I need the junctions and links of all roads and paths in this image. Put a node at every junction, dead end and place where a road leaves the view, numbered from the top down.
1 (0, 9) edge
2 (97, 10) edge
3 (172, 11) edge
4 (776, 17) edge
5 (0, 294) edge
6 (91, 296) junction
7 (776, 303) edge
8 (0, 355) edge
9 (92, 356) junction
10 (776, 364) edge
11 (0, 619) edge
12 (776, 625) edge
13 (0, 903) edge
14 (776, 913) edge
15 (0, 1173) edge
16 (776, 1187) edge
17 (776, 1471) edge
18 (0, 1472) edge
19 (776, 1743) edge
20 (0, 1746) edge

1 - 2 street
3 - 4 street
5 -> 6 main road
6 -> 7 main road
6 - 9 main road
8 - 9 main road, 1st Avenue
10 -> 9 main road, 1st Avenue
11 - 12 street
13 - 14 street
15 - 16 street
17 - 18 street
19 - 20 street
..............................
Exercise
All of the data above needs to be written out exactly.

Response to the task
I need the junctions and links of all roads and paths in this image. Put a node at every junction, dead end and place where a road leaves the view, numbered from the top down.
1 (0, 9) edge
2 (97, 10) edge
3 (172, 11) edge
4 (776, 17) edge
5 (0, 294) edge
6 (91, 296) junction
7 (776, 303) edge
8 (0, 355) edge
9 (92, 356) junction
10 (776, 364) edge
11 (0, 619) edge
12 (776, 625) edge
13 (0, 903) edge
14 (776, 913) edge
15 (0, 1173) edge
16 (776, 1187) edge
17 (776, 1471) edge
18 (0, 1472) edge
19 (776, 1743) edge
20 (0, 1746) edge

1 - 2 street
3 - 4 street
5 -> 6 main road
6 -> 7 main road
6 - 9 main road
8 - 9 main road, 1st Avenue
10 -> 9 main road, 1st Avenue
11 - 12 street
13 - 14 street
15 - 16 street
17 - 18 street
19 - 20 street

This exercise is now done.